IEDs are conceptually similar to PLCs but are the common term in power / substation automation. They measure power equipment, run control or protection logic, and command switches and breakers. Local HMIs are common; substations may need isolated operation. Integrity, availability and hard real-time expectations are typically high (IEC 61850 context often applies).
Switches link network segments or nodes, typically at OSI Layer 2. Managed industrial switches expose configuration and network-management interfaces (web, file transfer, CLI/SSH, SNMP) and may forward logs/events — those management paths are part of the security surface.
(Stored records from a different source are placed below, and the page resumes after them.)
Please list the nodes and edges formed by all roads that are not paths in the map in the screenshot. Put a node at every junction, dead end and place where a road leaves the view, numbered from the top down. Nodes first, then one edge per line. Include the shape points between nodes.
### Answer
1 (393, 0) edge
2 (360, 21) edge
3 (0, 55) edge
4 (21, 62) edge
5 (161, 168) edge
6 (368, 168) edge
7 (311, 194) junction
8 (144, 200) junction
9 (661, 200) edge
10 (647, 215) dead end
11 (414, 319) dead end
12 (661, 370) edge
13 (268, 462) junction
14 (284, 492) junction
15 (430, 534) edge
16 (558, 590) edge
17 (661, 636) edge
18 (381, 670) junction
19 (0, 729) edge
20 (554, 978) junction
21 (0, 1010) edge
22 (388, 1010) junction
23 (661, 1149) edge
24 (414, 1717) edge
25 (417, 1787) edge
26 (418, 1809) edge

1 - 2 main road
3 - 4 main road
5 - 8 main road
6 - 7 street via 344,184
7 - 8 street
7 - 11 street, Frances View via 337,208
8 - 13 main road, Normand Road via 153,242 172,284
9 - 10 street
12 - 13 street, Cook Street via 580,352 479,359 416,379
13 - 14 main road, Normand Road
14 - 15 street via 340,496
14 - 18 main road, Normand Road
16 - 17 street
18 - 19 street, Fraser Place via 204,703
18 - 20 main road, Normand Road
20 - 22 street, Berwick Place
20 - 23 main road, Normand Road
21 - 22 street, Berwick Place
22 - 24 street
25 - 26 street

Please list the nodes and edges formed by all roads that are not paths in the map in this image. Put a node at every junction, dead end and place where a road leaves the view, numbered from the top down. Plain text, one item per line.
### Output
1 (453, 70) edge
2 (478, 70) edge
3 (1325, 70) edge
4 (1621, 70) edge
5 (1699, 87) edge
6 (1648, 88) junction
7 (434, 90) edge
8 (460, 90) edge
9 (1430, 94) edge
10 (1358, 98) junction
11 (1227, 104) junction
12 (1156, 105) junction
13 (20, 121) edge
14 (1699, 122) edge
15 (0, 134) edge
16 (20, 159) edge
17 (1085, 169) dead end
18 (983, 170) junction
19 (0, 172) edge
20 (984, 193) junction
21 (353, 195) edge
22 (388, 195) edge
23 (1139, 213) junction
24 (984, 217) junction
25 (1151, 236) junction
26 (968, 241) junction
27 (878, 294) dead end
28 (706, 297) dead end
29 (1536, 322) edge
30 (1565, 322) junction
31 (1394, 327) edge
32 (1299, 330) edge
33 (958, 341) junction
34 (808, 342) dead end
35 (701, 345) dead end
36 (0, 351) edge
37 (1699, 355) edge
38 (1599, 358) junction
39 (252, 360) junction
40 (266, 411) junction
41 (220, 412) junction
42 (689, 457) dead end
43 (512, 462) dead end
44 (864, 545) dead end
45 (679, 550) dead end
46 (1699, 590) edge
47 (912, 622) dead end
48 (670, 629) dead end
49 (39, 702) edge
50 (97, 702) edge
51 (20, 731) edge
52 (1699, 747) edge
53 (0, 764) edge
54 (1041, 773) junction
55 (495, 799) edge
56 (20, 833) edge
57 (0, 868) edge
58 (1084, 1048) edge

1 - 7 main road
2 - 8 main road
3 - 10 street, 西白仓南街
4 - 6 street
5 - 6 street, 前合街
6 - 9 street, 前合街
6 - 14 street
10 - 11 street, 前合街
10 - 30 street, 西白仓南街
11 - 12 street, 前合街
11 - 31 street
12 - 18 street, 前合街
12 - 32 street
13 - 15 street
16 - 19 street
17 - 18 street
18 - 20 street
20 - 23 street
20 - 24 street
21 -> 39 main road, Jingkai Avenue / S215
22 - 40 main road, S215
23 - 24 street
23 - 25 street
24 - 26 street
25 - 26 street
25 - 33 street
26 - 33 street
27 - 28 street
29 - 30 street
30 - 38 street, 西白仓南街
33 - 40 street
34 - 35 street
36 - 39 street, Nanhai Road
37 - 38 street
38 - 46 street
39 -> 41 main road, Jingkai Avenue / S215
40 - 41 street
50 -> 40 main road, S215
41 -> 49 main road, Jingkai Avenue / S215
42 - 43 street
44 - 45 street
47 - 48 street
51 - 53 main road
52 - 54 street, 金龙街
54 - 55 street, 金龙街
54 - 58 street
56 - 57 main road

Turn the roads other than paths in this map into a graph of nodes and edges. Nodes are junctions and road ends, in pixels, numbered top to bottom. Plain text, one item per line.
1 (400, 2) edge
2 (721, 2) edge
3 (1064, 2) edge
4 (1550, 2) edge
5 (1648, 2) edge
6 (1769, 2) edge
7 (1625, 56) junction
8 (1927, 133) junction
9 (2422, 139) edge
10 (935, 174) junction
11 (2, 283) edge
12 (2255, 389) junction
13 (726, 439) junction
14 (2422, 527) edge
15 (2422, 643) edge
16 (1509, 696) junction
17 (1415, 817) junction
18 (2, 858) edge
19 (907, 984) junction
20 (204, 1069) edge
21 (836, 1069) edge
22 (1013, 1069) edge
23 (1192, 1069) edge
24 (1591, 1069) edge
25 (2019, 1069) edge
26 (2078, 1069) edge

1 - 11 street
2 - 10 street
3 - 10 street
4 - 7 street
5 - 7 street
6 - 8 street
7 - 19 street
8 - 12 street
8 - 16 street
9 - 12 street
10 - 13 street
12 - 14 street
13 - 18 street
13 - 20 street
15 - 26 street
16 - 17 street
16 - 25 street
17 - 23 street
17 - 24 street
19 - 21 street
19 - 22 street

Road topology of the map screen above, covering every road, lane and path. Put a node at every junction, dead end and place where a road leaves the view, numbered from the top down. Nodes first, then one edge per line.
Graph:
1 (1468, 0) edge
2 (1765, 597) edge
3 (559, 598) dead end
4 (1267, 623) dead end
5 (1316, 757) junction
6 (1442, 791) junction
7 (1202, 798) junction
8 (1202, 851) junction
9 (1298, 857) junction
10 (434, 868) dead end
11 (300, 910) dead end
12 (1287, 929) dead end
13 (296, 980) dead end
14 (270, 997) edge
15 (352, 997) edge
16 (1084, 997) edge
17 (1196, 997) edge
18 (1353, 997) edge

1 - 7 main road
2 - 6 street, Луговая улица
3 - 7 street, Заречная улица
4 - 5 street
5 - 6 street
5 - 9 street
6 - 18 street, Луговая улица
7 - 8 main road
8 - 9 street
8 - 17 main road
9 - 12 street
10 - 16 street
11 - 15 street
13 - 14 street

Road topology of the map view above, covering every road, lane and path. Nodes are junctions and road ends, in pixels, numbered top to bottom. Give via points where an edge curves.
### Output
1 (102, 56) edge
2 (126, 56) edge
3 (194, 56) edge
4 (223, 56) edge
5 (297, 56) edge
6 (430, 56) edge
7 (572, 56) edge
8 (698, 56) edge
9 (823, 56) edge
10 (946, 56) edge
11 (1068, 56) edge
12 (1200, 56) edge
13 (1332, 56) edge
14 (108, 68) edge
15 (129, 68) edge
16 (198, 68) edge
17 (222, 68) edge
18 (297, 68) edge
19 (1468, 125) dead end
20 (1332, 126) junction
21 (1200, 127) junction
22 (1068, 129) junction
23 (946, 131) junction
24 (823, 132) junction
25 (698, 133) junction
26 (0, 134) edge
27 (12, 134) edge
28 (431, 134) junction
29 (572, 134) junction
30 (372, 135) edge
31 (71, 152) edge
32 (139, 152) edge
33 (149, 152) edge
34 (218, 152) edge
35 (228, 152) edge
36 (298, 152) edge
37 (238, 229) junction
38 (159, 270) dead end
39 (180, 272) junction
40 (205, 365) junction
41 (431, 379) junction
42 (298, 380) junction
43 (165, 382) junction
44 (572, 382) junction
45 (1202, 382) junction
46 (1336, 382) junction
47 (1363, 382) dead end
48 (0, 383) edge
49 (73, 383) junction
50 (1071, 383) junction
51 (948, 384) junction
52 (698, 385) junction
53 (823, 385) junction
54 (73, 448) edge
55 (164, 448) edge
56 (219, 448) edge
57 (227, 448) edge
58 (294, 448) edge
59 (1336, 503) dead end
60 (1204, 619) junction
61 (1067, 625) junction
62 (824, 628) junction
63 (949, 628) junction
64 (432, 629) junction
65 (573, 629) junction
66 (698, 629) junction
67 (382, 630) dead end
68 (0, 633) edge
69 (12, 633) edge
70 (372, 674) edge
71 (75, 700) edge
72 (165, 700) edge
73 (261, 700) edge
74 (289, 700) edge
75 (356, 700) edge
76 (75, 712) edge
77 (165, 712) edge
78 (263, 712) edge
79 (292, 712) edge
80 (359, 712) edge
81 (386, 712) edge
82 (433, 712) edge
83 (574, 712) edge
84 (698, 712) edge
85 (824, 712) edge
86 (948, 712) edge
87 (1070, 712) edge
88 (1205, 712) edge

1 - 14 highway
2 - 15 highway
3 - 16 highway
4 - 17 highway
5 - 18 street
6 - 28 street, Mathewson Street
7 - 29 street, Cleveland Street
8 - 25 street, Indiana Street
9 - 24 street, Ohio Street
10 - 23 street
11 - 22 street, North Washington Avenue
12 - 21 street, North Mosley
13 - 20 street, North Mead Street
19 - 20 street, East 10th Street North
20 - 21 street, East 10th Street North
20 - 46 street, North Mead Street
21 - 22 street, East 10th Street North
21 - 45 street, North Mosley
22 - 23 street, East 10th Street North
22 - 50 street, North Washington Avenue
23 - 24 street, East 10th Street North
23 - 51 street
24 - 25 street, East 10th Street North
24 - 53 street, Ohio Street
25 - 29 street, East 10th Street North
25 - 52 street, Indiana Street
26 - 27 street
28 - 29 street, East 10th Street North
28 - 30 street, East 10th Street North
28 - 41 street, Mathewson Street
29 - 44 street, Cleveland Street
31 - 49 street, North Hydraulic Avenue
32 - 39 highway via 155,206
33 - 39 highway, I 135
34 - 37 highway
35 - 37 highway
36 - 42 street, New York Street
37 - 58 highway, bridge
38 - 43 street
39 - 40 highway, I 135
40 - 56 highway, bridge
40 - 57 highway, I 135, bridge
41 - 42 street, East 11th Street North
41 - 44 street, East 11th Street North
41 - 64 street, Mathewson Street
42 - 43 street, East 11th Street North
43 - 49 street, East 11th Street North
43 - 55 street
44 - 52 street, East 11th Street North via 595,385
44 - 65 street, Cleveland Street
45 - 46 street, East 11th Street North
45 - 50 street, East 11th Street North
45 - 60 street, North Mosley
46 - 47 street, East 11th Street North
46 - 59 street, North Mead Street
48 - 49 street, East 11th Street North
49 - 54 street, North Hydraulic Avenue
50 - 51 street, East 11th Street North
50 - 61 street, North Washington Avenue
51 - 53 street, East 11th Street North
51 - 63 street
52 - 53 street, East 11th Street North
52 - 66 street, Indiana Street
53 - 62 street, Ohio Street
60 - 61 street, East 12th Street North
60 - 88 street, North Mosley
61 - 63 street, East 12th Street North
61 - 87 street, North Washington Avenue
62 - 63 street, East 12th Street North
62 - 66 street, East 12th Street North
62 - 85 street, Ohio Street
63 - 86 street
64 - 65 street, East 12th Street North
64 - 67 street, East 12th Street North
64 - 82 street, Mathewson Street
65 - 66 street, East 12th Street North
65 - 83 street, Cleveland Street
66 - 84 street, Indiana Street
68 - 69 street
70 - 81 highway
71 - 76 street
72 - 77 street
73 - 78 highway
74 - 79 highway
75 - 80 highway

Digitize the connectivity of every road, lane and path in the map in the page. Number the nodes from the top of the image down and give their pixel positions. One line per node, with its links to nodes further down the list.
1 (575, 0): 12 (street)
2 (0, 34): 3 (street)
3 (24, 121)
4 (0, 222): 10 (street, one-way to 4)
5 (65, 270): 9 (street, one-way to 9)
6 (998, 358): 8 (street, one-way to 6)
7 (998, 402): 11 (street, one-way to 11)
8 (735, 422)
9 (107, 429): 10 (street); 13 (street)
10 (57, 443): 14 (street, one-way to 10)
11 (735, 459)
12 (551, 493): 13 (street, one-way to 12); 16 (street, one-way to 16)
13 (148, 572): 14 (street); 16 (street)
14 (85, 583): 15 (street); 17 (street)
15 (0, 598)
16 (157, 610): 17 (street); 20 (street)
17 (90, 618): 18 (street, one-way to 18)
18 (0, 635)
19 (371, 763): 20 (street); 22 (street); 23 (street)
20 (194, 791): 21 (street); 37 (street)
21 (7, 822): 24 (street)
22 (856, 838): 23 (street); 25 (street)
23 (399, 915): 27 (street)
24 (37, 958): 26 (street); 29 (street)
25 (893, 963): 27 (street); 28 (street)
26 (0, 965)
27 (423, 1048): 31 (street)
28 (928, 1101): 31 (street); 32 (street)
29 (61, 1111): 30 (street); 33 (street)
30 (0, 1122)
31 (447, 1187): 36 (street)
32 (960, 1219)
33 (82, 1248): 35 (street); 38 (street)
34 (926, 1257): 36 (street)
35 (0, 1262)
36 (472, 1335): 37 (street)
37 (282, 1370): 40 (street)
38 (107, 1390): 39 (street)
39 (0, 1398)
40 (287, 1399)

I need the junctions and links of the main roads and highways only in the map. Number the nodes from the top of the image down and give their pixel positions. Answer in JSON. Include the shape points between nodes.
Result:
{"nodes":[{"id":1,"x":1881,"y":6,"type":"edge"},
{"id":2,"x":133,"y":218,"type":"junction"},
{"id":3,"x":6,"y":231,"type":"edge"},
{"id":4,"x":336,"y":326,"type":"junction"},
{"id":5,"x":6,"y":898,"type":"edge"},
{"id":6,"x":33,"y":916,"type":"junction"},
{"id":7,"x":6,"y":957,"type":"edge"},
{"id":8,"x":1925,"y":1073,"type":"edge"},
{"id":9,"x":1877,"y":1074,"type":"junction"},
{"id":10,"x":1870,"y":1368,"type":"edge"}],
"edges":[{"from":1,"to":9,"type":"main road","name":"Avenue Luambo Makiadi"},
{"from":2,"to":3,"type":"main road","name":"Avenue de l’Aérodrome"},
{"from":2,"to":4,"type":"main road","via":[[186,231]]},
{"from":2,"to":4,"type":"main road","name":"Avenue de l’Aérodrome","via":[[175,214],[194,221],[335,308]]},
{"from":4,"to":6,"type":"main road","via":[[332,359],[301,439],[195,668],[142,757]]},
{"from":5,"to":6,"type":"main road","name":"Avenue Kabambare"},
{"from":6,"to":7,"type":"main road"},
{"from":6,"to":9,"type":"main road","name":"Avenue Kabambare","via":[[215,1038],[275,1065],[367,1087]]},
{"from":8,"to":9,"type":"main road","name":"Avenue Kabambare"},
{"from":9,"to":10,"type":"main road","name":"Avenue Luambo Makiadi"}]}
VPN terminators build encrypted tunnels so private networks can traverse public links transparently. They encapsulate/decapsulate traffic at network borders (or via client software for roaming users). Tunnel establishment needs authentication; roaming scenarios can raise privacy and location-tracking considerations.
Operator stations display process data and accept operator commands (setpoints, device actions). A minimum set often must stay available continuously. They usually talk to control or connectivity servers (sometimes directly to PLCs) over Ethernet/TCP-IP, run on COTS PC hardware/OS, and need high integrity and availability even when hard real-time is not required.
Historians collect long-term process data from servers or PLCs for optimisation, performance and regulatory reporting. Built from COTS hardware, OS and databases; availability/integrity needs depend on business and regulatory criticality, usually without hard real-time constraints.